On 24 April 1938, at a party congress in Karlsbad, Czechoslovakia (modern Karlovy Vary, Czech Republic), Heinlein announced the 8-point Karlsbad programme for autonomy for the Sudetenland while still insisting he and his party were loyal to Czechoslovakia,[33] the apparent moderation of the Karlsbad programme in only demanding autonomy for the Sudetenland masked a sinister purpose, namely to make it appear that Czechoslovakia was the intransigent one in refusing to grant autonomy for the Sudetenland, thus "forcing" Germany to invade.[39] Czechoslovakia was an unitary state, and Czech public opinion was consistently hostile for plans for federalism in Czechoslovakia. If in the unexpected event that the Czechoslovak president Edvard Beneš gave in to all of the 8 points of the Karlsbad programme, then Henlein was to escalate by demanding that ethnic Germans of the Sudetenland serve in their own regiments where German was to be the language of command and that the German regiments would be under the control of the Sudeten regional government rather than the federal government in Prague, which both Henlein and Hitler knew was something that Beneš would never give.[33][36] Hitler had wanted the demand for German regiments to be the 9th point in the Karlsbad programme, but Henlein persuaded him that that one was too inflammatory and too likely to alienate public opinion abroad,[33] the Karlsbad programme set off the crisis that led to the Munich Agreement in September.[40] Heinlein's speech in Karlsbad announcing the 8 points of the programme received extensive newspaper coverage all over the world, and raised acute tensions between Berlin and Prague when the German government declared its support for the Karlsbad programme,[40] during the Karlsbad party congress, Henlein also added the "Aryan paragraph" to the StP, formally adopting völkisch racism.[15]

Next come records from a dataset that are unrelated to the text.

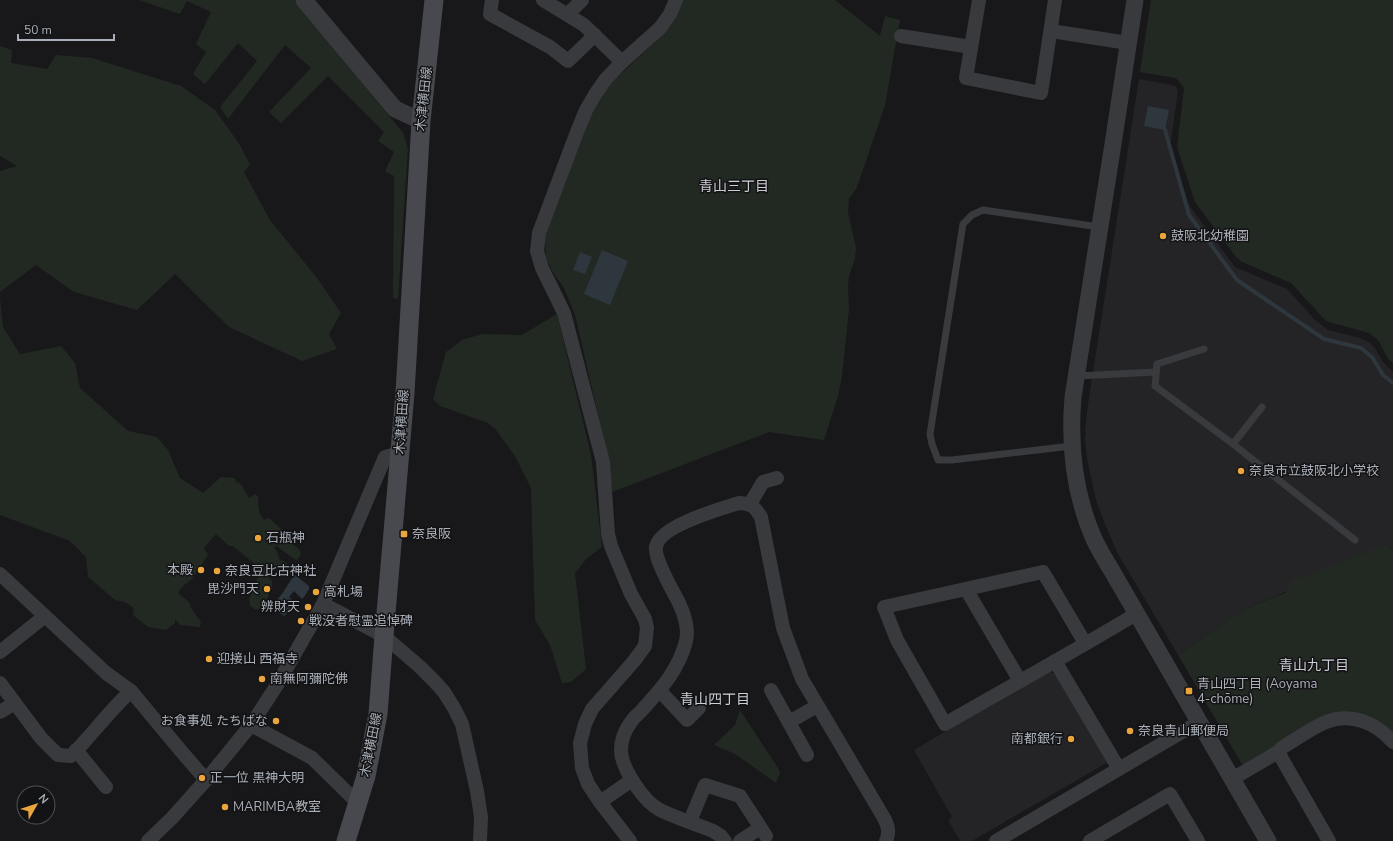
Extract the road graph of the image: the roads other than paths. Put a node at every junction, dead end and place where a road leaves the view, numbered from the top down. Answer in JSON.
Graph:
{"nodes":[{"id":1,"x":304,"y":0,"type":"edge"},
{"id":2,"x":434,"y":0,"type":"edge"},
{"id":3,"x":492,"y":0,"type":"edge"},
{"id":4,"x":543,"y":0,"type":"edge"},
{"id":5,"x":582,"y":0,"type":"edge"},
{"id":6,"x":676,"y":0,"type":"edge"},
{"id":7,"x":979,"y":0,"type":"edge"},
{"id":8,"x":1055,"y":0,"type":"edge"},
{"id":9,"x":1134,"y":0,"type":"edge"},
{"id":10,"x":568,"y":14,"type":"junction"},
{"id":11,"x":1051,"y":31,"type":"junction"},
{"id":12,"x":595,"y":35,"type":"junction"},
{"id":13,"x":901,"y":36,"type":"dead end"},
{"id":14,"x":1128,"y":43,"type":"junction"},
{"id":15,"x":971,"y":47,"type":"junction"},
{"id":16,"x":622,"y":62,"type":"junction"},
{"id":17,"x":421,"y":121,"type":"junction"},
{"id":18,"x":1099,"y":227,"type":"junction"},
{"id":19,"x":1204,"y":349,"type":"dead end"},
{"id":20,"x":1156,"y":372,"type":"junction"},
{"id":21,"x":1077,"y":376,"type":"junction"},
{"id":22,"x":1262,"y":407,"type":"dead end"},
{"id":23,"x":1233,"y":444,"type":"junction"},
{"id":24,"x":1072,"y":446,"type":"junction"},
{"id":25,"x":400,"y":453,"type":"junction"},
{"id":26,"x":777,"y":478,"type":"dead end"},
{"id":27,"x":750,"y":504,"type":"junction"},
{"id":28,"x":1355,"y":540,"type":"dead end"},
{"id":29,"x":0,"y":574,"type":"edge"},
{"id":30,"x":966,"y":589,"type":"junction"},
{"id":31,"x":322,"y":604,"type":"junction"},
{"id":32,"x":1136,"y":614,"type":"junction"},
{"id":33,"x":45,"y":616,"type":"junction"},
{"id":34,"x":384,"y":636,"type":"junction"},
{"id":35,"x":1085,"y":643,"type":"junction"},
{"id":36,"x":0,"y":652,"type":"edge"},
{"id":37,"x":1055,"y":660,"type":"junction"},
{"id":38,"x":1020,"y":681,"type":"junction"},
{"id":39,"x":0,"y":683,"type":"edge"},
{"id":40,"x":771,"y":690,"type":"dead end"},
{"id":41,"x":131,"y":691,"type":"junction"},
{"id":42,"x":660,"y":691,"type":"junction"},
{"id":43,"x":15,"y":704,"type":"junction"},
{"id":44,"x":817,"y":706,"type":"junction"},
{"id":45,"x":699,"y":708,"type":"dead end"},
{"id":46,"x":0,"y":712,"type":"edge"},
{"id":47,"x":789,"y":722,"type":"junction"},
{"id":48,"x":1199,"y":722,"type":"junction"},
{"id":49,"x":251,"y":725,"type":"junction"},
{"id":50,"x":1393,"y":742,"type":"edge"},
{"id":51,"x":76,"y":750,"type":"junction"},
{"id":52,"x":1278,"y":752,"type":"junction"},
{"id":53,"x":807,"y":755,"type":"dead end"},
{"id":54,"x":1119,"y":769,"type":"junction"},
{"id":55,"x":1232,"y":779,"type":"junction"},
{"id":56,"x":206,"y":780,"type":"junction"},
{"id":57,"x":632,"y":780,"type":"junction"},
{"id":58,"x":106,"y":787,"type":"dead end"},
{"id":59,"x":600,"y":802,"type":"junction"},
{"id":60,"x":358,"y":803,"type":"junction"},
{"id":61,"x":690,"y":822,"type":"junction"},
{"id":62,"x":1005,"y":839,"type":"edge"},
{"id":63,"x":1099,"y":839,"type":"edge"},
{"id":64,"x":148,"y":841,"type":"edge"},
{"id":65,"x":346,"y":841,"type":"edge"},
{"id":66,"x":480,"y":841,"type":"edge"},
{"id":67,"x":630,"y":841,"type":"edge"},
{"id":68,"x":725,"y":841,"type":"edge"},
{"id":69,"x":740,"y":841,"type":"edge"},
{"id":70,"x":886,"y":841,"type":"edge"},
{"id":71,"x":1198,"y":841,"type":"edge"},
{"id":72,"x":1268,"y":841,"type":"edge"},
{"id":73,"x":1329,"y":841,"type":"edge"}],
"edges":[{"from":1,"to":17,"type":"street"},
{"from":2,"to":17,"type":"main road","name":"木津横田線"},
{"from":3,"to":12,"type":"street"},
{"from":4,"to":10,"type":"street"},
{"from":5,"to":10,"type":"street"},
{"from":6,"to":16,"type":"street"},
{"from":7,"to":15,"type":"street"},
{"from":8,"to":11,"type":"street"},
{"from":9,"to":14,"type":"street"},
{"from":10,"to":12,"type":"street"},
{"from":11,"to":14,"type":"street"},
{"from":11,"to":15,"type":"street"},
{"from":12,"to":16,"type":"street"},
{"from":13,"to":15,"type":"street"},
{"from":14,"to":18,"type":"street"},
{"from":16,"to":59,"type":"street"},
{"from":17,"to":25,"type":"main road","name":"木津横田線"},
{"from":18,"to":21,"type":"street"},
{"from":18,"to":24,"type":"lane"},
{"from":19,"to":20,"type":"lane"},
{"from":20,"to":21,"type":"lane"},
{"from":20,"to":23,"type":"lane"},
{"from":21,"to":24,"type":"street"},
{"from":22,"to":23,"type":"lane"},
{"from":23,"to":28,"type":"lane"},
{"from":24,"to":32,"type":"street"},
{"from":25,"to":31,"type":"street"},
{"from":25,"to":34,"type":"main road","name":"木津横田線"},
{"from":26,"to":27,"type":"street"},
{"from":27,"to":42,"type":"street"},
{"from":27,"to":44,"type":"street"},
{"from":29,"to":33,"type":"street"},
{"from":30,"to":35,"type":"street"},
{"from":30,"to":38,"type":"street"},
{"from":30,"to":38,"type":"street"},
{"from":31,"to":34,"type":"street"},
{"from":31,"to":49,"type":"street"},
{"from":32,"to":35,"type":"street"},
{"from":32,"to":48,"type":"street"},
{"from":33,"to":36,"type":"street"},
{"from":33,"to":41,"type":"street"},
{"from":34,"to":60,"type":"main road","name":"木津横田線"},
{"from":34,"to":66,"type":"street"},
{"from":35,"to":37,"type":"street"},
{"from":37,"to":38,"type":"street"},
{"from":37,"to":54,"type":"street"},
{"from":39,"to":43,"type":"street"},
{"from":40,"to":47,"type":"street"},
{"from":41,"to":51,"type":"street"},
{"from":41,"to":56,"type":"street"},
{"from":42,"to":45,"type":"street"},
{"from":42,"to":57,"type":"street"},
{"from":43,"to":46,"type":"street"},
{"from":43,"to":51,"type":"street"},
{"from":44,"to":47,"type":"street"},
{"from":44,"to":70,"type":"street"},
{"from":47,"to":53,"type":"street"},
{"from":48,"to":54,"type":"street"},
{"from":48,"to":55,"type":"street"},
{"from":49,"to":56,"type":"street"},
{"from":49,"to":60,"type":"street"},
{"from":50,"to":52,"type":"street"},
{"from":51,"to":58,"type":"street"},
{"from":52,"to":55,"type":"street"},
{"from":52,"to":73,"type":"street"},
{"from":54,"to":62,"type":"street"},
{"from":55,"to":72,"type":"street"},
{"from":56,"to":64,"type":"street"},
{"from":57,"to":59,"type":"street"},
{"from":57,"to":61,"type":"street"},
{"from":59,"to":67,"type":"street"},
{"from":60,"to":65,"type":"main road","name":"木津横田線"},
{"from":61,"to":68,"type":"street"},
{"from":61,"to":69,"type":"street"},
{"from":63,"to":71,"type":"street"}]}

The German ambassador to Great Britain, Herbert von Dirksen, had advised Berlin that the German case would seem stronger to the British people if Heinlein and his movement were not seen as working for Berlin, and that Heinlein should visit London to promote this idea. Henlein first went to Berlin, where he was given a memo written by Weizsäcker telling him what to say in London.[41] Weizsäcker wrote: "Henlein will deny in London that he is acting on instructions from Berlin...Finally, Henlein will speak of the progressive disintegration of the Czech political structure, in order to discourage those circles which consider that their intervention on behalf of this structure may still be of use".[41] Starting on 12 May 1938, Heinlein visited London to press his case for autonomy, and impressed almost everyone he met as a apparently reasonable, mild-mannered man full of genial charm, who was simply asking for autonomy for his people.[33] Heinlein told the various British politicians he met that he was not working for Hitler, talked much about the Czechs were "oppressing" the ethnic Germans of the Sudetenland by forcing ethnic German children in some districts to attend schools where they were taught in Czech, and insisted he only wanted autonomy for the Sudetenland,[42] during his London trip, Henlein consistently promoted the line that he only wanted a "fair deal" for the Sudeten Germans and claimed that he was against the Sudetenland joining Germany, noting how after the Anschluss the Austrian Nazis were pushed aside by the German Nazis, and said he did not want the same thing to happen to him.[43] However Heinlein did admit that if Prague refused to give in to all of the 8 demands of the Karlsbad programme, then Germany would definitely invade Czechoslovakia.[42] No British politician in the cabinet met Heinlein during his time in London as it was felt to be inappropriate for ministers of the Crown to meet an opposition politician from another country, but Heinlein did meet with many backbenchers and journalists who came away sympathetic to Heinlein's movement after meeting him.[44]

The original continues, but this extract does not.